━━━ RAW DATA ━━━
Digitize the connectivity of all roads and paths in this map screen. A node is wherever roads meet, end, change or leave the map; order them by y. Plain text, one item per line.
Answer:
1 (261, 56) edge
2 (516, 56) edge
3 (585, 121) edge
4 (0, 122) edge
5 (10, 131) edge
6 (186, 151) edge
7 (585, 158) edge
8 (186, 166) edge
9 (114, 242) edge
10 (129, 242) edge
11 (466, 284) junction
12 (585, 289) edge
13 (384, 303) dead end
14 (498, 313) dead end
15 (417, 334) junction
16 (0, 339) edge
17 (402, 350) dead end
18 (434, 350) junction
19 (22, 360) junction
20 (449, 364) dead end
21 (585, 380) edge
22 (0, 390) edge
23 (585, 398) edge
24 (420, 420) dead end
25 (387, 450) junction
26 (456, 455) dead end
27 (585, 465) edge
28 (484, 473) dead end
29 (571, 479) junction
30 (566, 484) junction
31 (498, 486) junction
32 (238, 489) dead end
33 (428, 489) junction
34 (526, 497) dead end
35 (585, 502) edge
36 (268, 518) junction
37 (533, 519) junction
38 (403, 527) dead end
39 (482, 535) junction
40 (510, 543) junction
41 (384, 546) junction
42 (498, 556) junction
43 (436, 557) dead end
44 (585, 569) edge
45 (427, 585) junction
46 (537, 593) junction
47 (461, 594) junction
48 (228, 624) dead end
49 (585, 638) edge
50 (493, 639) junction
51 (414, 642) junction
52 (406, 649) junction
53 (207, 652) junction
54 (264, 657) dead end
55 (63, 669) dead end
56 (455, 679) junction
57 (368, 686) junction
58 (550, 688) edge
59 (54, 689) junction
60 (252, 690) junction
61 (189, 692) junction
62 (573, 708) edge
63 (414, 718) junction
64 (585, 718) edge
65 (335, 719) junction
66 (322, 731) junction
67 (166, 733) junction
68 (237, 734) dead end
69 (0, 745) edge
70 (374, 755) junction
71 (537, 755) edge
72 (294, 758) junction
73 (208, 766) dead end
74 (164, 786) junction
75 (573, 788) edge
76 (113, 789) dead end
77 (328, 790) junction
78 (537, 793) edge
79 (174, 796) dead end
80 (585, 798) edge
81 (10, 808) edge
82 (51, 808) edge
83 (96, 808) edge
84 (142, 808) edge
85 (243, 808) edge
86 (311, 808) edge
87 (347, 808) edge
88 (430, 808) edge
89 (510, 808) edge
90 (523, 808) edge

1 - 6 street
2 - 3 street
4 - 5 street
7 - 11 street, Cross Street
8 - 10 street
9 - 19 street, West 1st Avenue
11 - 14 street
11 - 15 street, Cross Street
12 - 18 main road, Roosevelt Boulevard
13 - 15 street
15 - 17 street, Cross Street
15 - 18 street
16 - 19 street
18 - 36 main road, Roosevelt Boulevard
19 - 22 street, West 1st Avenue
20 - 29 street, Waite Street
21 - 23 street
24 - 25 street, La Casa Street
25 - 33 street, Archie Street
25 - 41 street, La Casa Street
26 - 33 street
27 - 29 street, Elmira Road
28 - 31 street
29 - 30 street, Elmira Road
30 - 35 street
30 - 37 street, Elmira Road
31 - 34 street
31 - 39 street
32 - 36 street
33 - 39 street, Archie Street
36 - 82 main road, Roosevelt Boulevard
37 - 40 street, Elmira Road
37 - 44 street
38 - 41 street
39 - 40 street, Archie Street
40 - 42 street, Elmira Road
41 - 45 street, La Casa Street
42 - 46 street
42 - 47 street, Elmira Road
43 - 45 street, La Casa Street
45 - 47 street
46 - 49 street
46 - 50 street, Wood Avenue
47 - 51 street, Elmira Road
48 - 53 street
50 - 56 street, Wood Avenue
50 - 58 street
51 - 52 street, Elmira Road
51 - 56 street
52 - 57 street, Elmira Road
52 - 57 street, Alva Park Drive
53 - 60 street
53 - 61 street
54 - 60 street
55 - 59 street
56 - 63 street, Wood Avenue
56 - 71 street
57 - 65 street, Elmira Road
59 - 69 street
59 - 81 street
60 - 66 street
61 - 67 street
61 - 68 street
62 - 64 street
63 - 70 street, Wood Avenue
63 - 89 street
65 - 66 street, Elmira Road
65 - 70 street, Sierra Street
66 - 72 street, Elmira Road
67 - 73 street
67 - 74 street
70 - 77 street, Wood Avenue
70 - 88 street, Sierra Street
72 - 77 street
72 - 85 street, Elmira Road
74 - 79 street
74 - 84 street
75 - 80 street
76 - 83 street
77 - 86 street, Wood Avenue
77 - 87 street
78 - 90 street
━━━
━━━ RAW DATA ━━━
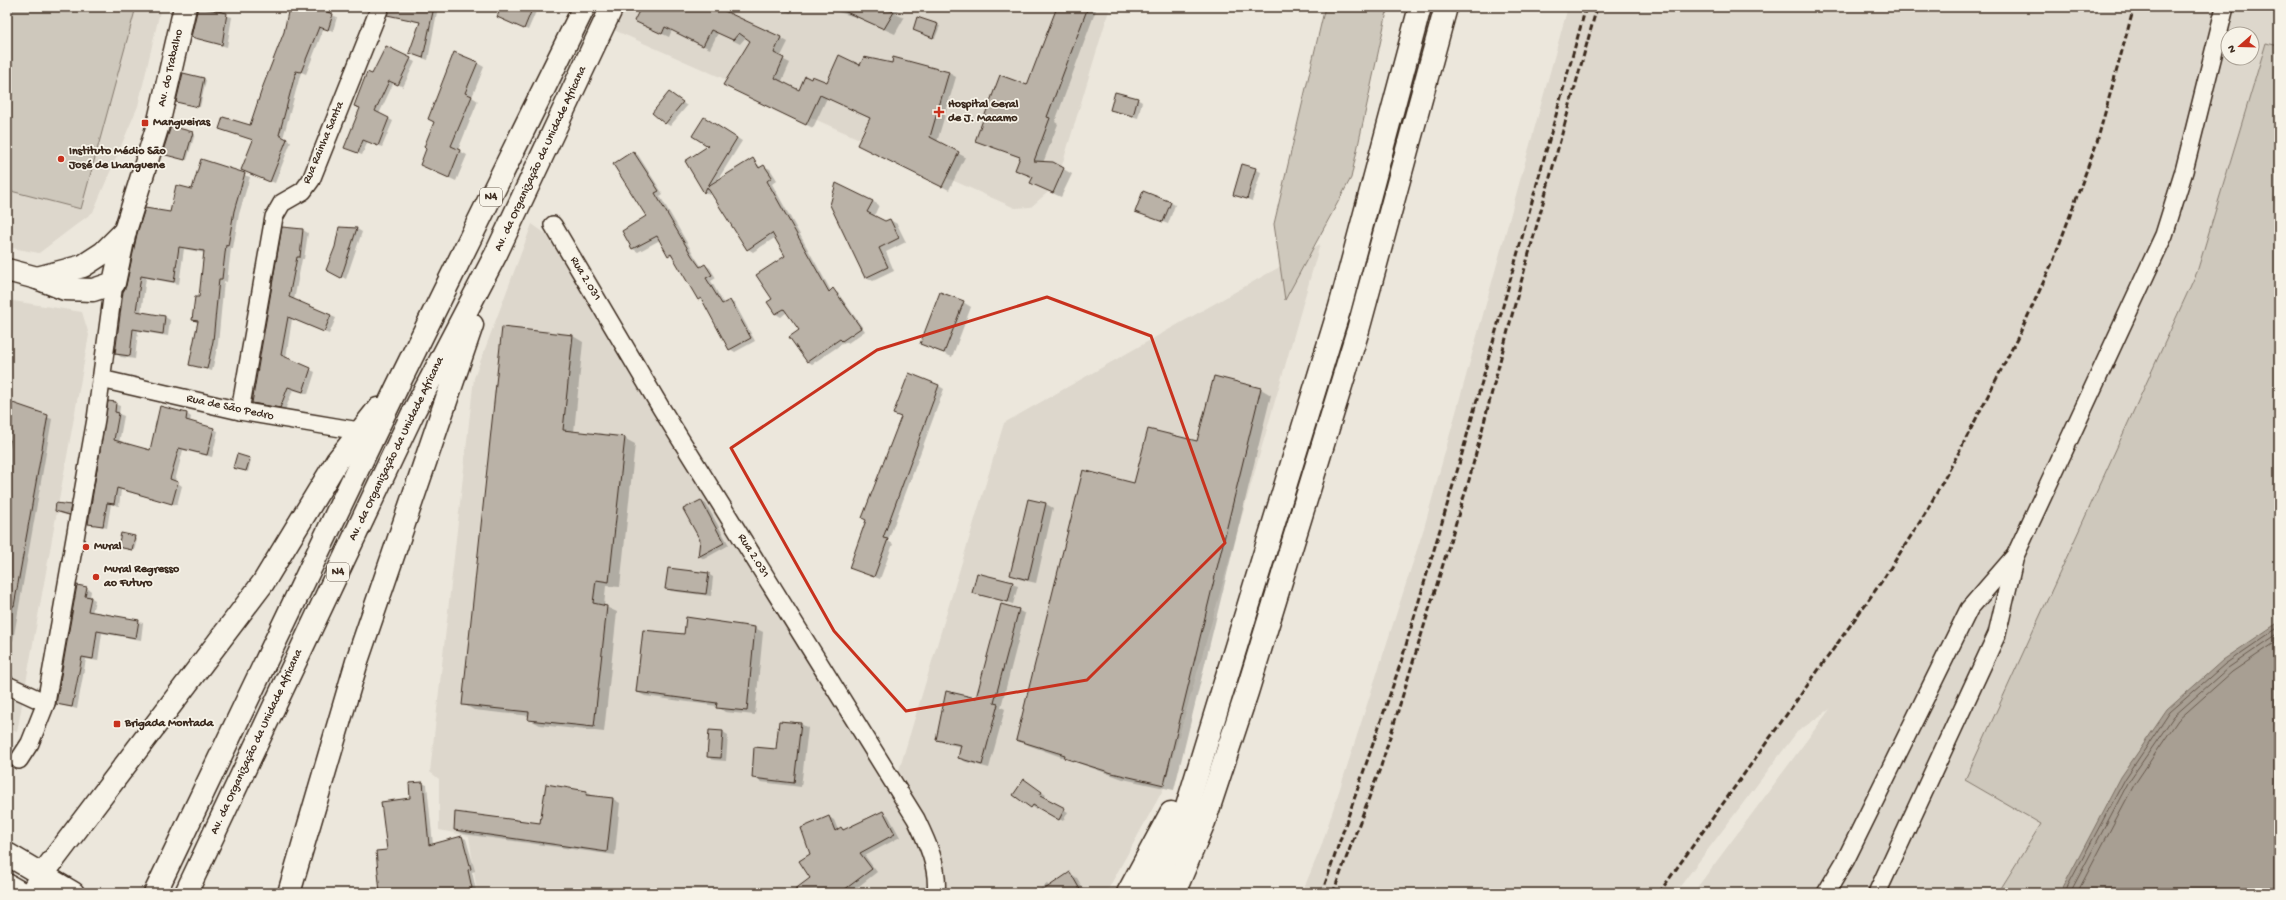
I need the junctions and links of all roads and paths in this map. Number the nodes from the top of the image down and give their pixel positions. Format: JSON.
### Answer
━━━
▶ WORK REQUIRED: Copy every line from the records above that contains the word "roads".

▶ RESULT OF THIS TASK:
Digitize the connectivity of all roads and paths in this map screen. A node is wherever roads meet, end, change or leave the map; order them by y. Plain text, one item per line.
I need the junctions and links of all roads and paths in this map. Number the nodes from the top of the image down and give their pixel positions. Format: JSON.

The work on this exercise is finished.